**** MATERIAL TO PROCESS ****
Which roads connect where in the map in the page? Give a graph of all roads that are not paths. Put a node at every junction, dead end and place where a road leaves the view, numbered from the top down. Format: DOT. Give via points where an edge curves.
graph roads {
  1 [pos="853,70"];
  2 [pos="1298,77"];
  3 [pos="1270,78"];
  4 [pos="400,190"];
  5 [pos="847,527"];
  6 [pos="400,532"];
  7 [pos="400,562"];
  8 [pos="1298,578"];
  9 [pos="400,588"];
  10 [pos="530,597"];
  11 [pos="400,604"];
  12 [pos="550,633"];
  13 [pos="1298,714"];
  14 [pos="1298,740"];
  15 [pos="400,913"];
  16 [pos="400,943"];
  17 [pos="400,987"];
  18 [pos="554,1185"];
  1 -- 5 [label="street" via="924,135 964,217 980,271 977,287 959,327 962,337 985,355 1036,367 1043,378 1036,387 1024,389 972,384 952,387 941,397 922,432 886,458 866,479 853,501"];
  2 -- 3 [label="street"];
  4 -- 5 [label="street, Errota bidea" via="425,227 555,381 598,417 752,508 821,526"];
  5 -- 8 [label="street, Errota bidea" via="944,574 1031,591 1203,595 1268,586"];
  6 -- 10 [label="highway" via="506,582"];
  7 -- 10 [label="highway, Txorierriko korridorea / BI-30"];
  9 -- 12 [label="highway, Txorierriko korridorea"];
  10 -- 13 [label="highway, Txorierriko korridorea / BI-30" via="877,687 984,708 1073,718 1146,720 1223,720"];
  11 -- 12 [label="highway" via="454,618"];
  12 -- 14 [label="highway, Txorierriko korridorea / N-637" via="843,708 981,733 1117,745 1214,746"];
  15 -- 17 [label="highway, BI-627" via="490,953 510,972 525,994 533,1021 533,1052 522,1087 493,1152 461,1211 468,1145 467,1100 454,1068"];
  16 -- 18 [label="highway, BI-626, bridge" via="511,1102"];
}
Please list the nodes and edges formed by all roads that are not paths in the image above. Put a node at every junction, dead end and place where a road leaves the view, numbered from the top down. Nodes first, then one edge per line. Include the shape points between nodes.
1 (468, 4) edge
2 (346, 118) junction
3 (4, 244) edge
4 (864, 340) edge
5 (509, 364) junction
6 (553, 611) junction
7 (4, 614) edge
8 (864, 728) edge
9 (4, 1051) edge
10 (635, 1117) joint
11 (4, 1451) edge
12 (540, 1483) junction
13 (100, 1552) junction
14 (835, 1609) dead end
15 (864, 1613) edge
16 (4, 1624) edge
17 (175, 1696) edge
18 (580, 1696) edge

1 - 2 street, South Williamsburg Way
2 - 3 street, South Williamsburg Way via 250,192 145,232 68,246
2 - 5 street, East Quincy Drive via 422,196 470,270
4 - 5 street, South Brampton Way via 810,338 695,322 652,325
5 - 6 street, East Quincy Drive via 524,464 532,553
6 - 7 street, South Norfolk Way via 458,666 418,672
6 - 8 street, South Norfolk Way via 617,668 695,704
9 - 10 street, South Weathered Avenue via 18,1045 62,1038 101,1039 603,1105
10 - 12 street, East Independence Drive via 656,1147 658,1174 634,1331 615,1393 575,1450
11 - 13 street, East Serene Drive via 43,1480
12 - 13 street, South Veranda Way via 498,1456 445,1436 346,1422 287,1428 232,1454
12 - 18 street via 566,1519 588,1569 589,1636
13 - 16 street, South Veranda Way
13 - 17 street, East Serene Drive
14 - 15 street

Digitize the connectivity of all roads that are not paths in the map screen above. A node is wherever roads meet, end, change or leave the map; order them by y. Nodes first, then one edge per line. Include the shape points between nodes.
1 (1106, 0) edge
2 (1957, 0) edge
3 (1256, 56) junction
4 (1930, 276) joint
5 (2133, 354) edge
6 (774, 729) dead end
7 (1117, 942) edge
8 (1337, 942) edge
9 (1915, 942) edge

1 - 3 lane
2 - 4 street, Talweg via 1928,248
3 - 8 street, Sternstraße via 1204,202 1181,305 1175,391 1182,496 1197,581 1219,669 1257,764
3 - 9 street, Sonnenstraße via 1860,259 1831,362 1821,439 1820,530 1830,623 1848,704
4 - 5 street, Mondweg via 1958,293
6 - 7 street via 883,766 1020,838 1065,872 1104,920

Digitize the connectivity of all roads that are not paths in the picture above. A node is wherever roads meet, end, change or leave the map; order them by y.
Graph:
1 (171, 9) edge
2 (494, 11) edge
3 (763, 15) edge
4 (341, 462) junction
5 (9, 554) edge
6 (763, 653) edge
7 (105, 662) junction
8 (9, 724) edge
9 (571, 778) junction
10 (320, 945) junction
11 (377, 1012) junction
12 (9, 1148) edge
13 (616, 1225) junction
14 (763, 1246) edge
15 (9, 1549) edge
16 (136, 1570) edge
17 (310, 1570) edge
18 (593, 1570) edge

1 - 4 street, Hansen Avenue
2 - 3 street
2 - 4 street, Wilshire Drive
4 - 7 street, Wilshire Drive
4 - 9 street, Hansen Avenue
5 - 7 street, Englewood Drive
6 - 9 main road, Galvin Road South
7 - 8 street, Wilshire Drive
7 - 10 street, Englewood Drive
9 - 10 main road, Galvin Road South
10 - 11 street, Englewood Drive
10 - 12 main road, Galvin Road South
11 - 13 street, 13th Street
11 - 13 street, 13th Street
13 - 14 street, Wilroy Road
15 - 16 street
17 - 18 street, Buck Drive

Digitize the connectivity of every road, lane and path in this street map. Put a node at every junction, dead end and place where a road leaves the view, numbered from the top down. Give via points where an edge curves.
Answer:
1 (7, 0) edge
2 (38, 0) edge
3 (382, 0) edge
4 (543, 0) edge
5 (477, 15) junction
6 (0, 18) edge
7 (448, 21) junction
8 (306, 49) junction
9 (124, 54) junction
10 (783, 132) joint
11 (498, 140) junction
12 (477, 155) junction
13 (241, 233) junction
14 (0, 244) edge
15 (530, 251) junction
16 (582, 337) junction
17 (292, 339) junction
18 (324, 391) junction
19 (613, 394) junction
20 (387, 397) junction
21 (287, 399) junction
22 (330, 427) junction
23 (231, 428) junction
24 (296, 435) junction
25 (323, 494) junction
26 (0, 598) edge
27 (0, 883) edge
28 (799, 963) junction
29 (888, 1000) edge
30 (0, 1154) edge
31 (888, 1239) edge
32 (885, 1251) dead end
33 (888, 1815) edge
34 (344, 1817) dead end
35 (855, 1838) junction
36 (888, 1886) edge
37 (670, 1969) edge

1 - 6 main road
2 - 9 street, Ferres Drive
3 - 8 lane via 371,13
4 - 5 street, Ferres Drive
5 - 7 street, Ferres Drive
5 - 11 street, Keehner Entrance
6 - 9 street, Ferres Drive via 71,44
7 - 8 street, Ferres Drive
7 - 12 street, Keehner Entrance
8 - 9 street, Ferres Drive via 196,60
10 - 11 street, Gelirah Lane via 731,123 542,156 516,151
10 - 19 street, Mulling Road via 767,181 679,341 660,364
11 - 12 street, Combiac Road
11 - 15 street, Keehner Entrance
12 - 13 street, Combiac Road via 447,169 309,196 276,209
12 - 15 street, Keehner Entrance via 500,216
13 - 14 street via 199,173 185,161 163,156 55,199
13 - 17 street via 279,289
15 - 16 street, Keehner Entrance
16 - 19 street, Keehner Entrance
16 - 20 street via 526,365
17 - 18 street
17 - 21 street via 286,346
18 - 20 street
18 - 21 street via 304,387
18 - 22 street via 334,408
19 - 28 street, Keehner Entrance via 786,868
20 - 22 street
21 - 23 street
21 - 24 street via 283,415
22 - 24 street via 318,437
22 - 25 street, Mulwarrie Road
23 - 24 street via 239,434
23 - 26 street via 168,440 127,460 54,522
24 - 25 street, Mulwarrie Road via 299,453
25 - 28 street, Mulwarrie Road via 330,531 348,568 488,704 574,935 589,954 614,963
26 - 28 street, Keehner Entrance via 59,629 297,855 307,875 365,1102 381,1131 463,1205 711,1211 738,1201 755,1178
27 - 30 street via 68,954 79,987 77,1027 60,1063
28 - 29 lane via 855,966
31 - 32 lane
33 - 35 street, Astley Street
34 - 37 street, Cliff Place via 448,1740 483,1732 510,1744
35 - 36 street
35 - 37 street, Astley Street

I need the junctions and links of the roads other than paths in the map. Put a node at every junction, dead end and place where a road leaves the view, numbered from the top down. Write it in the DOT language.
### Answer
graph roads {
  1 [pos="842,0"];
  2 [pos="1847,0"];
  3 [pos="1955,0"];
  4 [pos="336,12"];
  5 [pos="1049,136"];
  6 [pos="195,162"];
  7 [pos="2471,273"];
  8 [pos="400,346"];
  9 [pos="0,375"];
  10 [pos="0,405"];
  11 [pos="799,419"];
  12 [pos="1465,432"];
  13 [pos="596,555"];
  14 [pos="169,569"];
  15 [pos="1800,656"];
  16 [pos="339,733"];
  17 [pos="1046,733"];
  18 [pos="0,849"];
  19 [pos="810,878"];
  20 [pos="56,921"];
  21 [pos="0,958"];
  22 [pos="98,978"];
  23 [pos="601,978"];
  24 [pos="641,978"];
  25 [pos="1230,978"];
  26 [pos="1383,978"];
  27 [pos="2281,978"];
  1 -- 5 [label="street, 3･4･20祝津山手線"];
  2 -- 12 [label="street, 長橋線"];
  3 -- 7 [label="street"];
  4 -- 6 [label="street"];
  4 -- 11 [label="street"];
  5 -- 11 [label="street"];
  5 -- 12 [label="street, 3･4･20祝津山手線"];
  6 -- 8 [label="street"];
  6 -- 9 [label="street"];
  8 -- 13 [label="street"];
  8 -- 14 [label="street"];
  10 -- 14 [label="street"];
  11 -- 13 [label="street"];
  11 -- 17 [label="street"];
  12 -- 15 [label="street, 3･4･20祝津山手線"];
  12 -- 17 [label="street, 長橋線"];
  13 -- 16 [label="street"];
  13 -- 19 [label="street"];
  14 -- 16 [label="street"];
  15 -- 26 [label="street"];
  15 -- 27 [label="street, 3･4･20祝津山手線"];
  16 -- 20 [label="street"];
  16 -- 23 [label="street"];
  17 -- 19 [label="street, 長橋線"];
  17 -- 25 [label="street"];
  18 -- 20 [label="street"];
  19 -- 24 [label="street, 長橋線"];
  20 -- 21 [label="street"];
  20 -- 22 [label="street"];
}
****
Within the entries above, work out the number of lines that include the string "Errota" and give only that.

TASK ANSWER: 2